• **Activity**:
Write out exactly the lines from the one containing "Build a routing" through the last line of the records below, including both.

• **Stored data**:

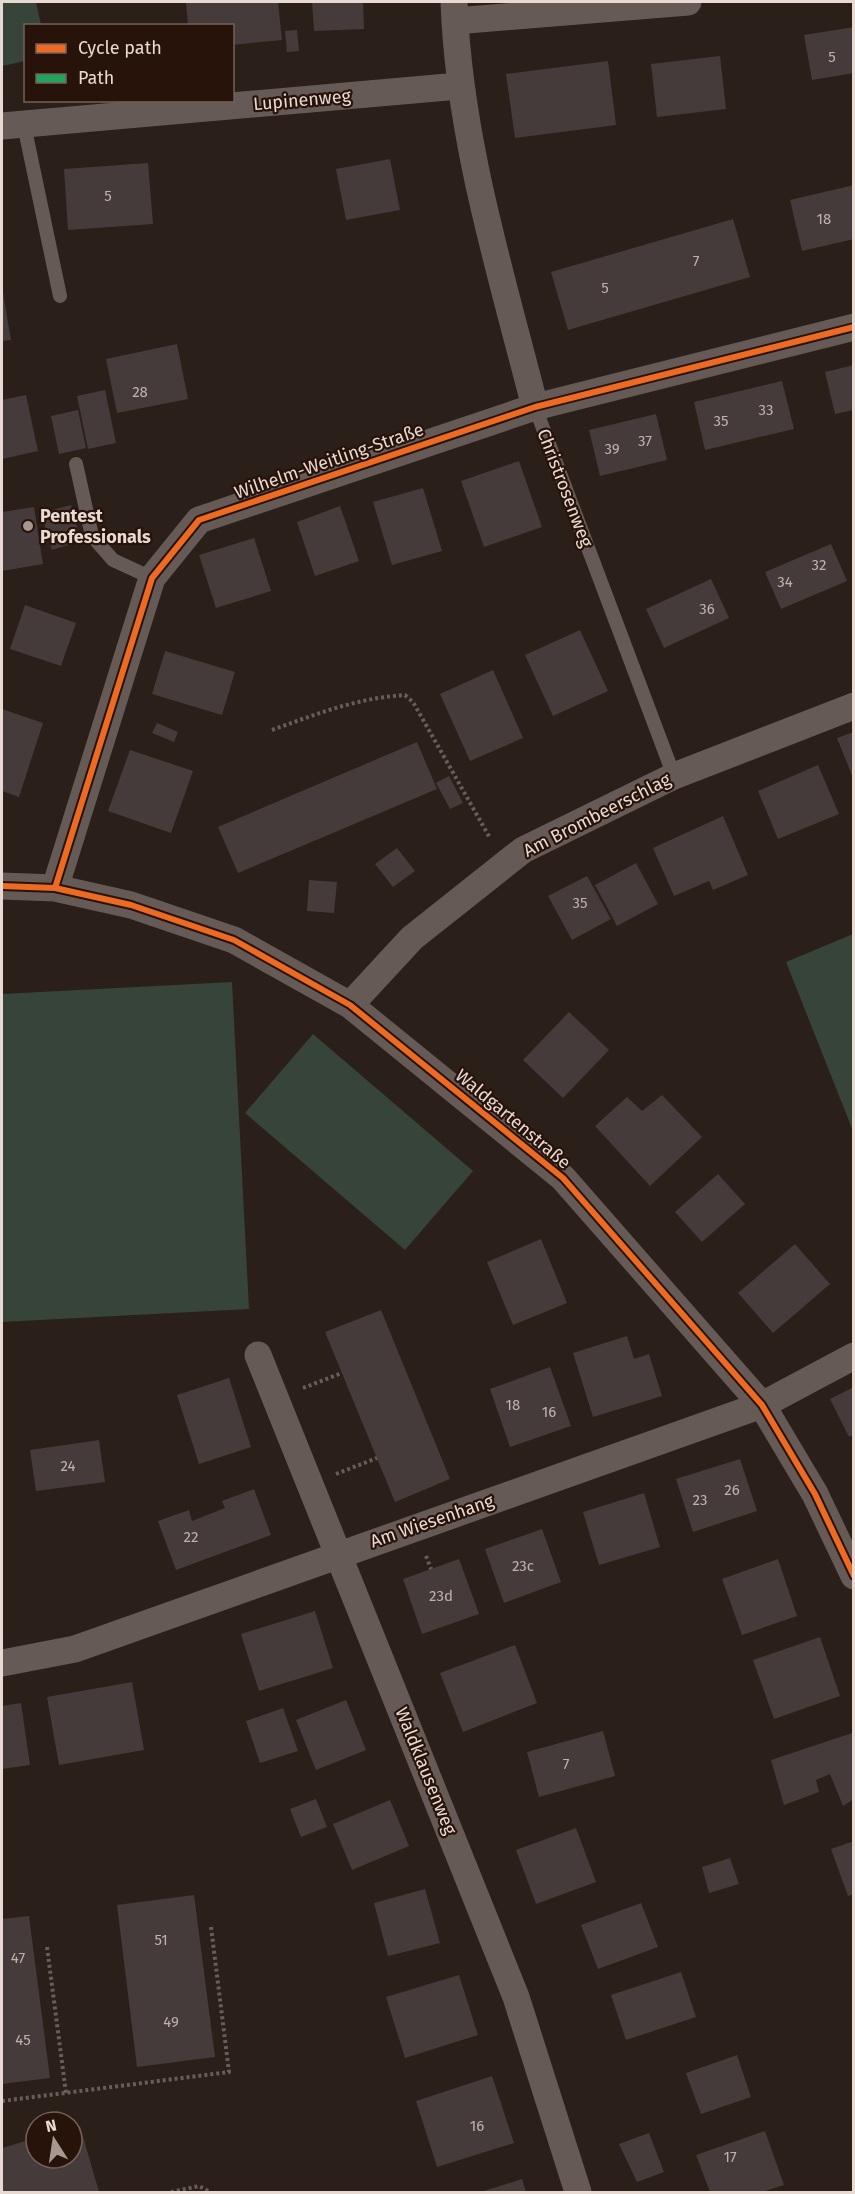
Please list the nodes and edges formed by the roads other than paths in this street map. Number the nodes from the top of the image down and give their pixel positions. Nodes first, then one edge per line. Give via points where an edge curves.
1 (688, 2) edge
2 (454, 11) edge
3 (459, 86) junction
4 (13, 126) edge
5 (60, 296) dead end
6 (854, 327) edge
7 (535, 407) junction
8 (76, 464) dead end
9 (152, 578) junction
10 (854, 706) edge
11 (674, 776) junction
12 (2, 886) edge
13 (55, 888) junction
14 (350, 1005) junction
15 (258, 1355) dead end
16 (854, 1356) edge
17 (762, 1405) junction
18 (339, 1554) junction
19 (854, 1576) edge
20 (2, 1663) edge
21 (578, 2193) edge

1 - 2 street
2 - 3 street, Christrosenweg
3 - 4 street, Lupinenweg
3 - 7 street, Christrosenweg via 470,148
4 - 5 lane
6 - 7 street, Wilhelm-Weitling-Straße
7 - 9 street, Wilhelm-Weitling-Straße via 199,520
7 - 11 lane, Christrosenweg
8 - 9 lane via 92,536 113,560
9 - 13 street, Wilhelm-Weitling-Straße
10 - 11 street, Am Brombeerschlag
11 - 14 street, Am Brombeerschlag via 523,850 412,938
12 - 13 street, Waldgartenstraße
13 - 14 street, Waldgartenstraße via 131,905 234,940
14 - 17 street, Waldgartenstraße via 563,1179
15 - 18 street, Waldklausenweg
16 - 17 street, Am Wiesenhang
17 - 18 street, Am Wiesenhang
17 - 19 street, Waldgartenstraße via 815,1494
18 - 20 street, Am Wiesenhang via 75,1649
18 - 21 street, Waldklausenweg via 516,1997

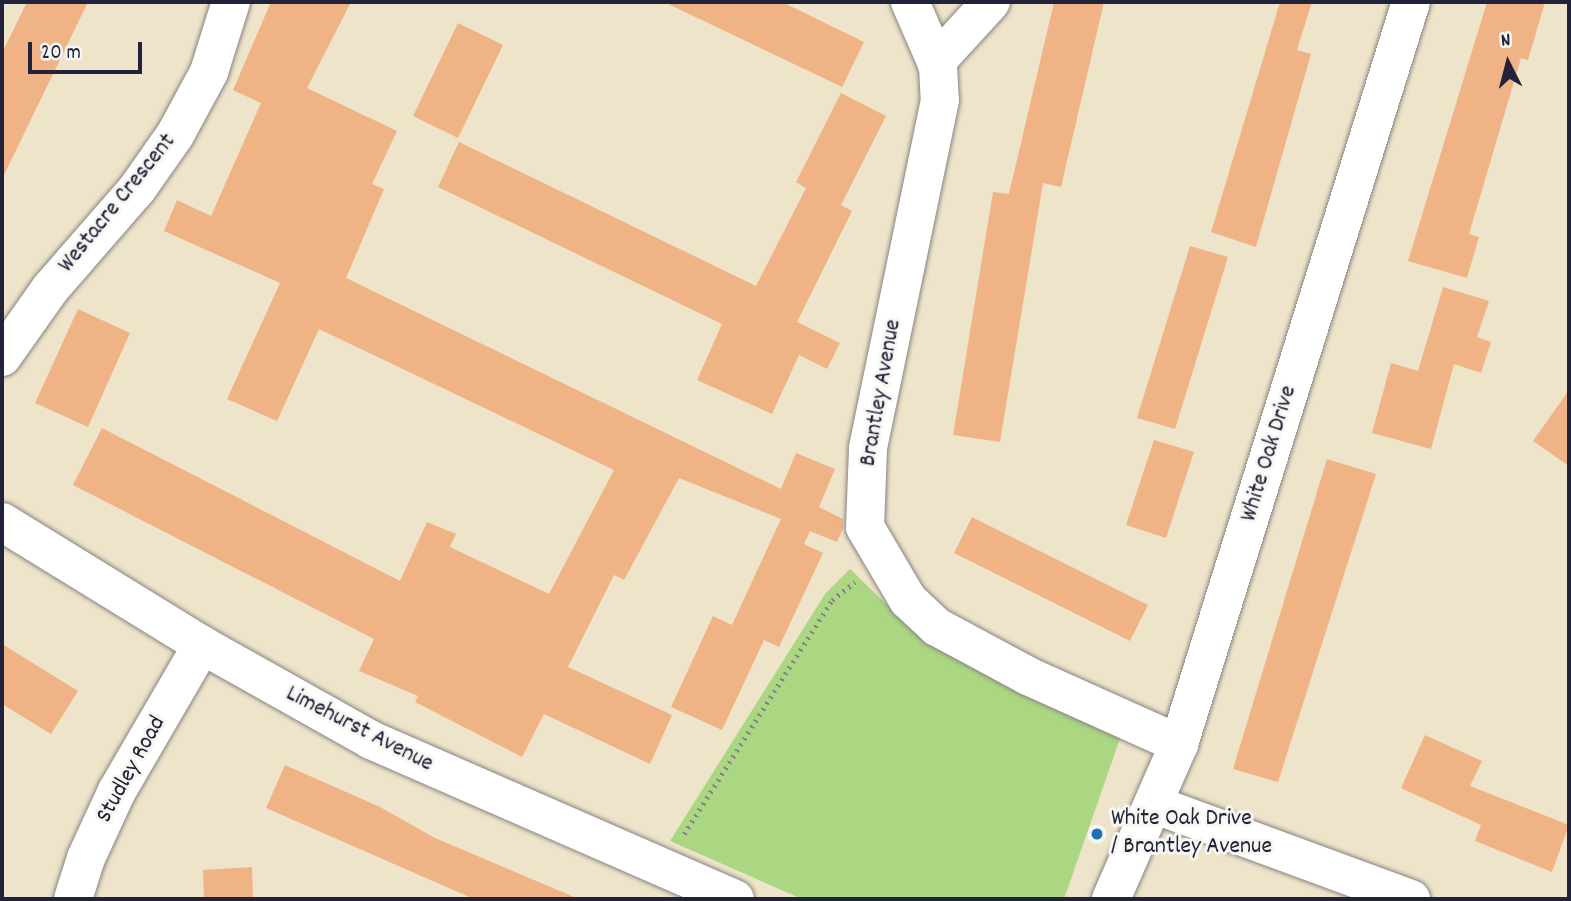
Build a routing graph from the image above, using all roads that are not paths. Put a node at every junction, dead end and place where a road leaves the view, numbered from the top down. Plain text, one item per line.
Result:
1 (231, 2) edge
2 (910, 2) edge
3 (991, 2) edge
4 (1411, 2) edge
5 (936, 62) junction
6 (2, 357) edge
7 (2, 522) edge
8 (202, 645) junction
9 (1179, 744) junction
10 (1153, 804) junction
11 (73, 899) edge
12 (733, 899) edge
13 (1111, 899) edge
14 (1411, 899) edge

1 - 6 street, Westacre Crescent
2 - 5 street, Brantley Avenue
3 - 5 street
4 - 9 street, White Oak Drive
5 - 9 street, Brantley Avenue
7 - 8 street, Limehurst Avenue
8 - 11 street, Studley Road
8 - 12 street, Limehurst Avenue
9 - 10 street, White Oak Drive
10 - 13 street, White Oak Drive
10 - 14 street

• **Solved problem**:
Build a routing graph from the image above, using all roads that are not paths. Put a node at every junction, dead end and place where a road leaves the view, numbered from the top down. Plain text, one item per line.
Result:
1 (231, 2) edge
2 (910, 2) edge
3 (991, 2) edge
4 (1411, 2) edge
5 (936, 62) junction
6 (2, 357) edge
7 (2, 522) edge
8 (202, 645) junction
9 (1179, 744) junction
10 (1153, 804) junction
11 (73, 899) edge
12 (733, 899) edge
13 (1111, 899) edge
14 (1411, 899) edge

1 - 6 street, Westacre Crescent
2 - 5 street, Brantley Avenue
3 - 5 street
4 - 9 street, White Oak Drive
5 - 9 street, Brantley Avenue
7 - 8 street, Limehurst Avenue
8 - 11 street, Studley Road
8 - 12 street, Limehurst Avenue
9 - 10 street, White Oak Drive
10 - 13 street, White Oak Drive
10 - 14 street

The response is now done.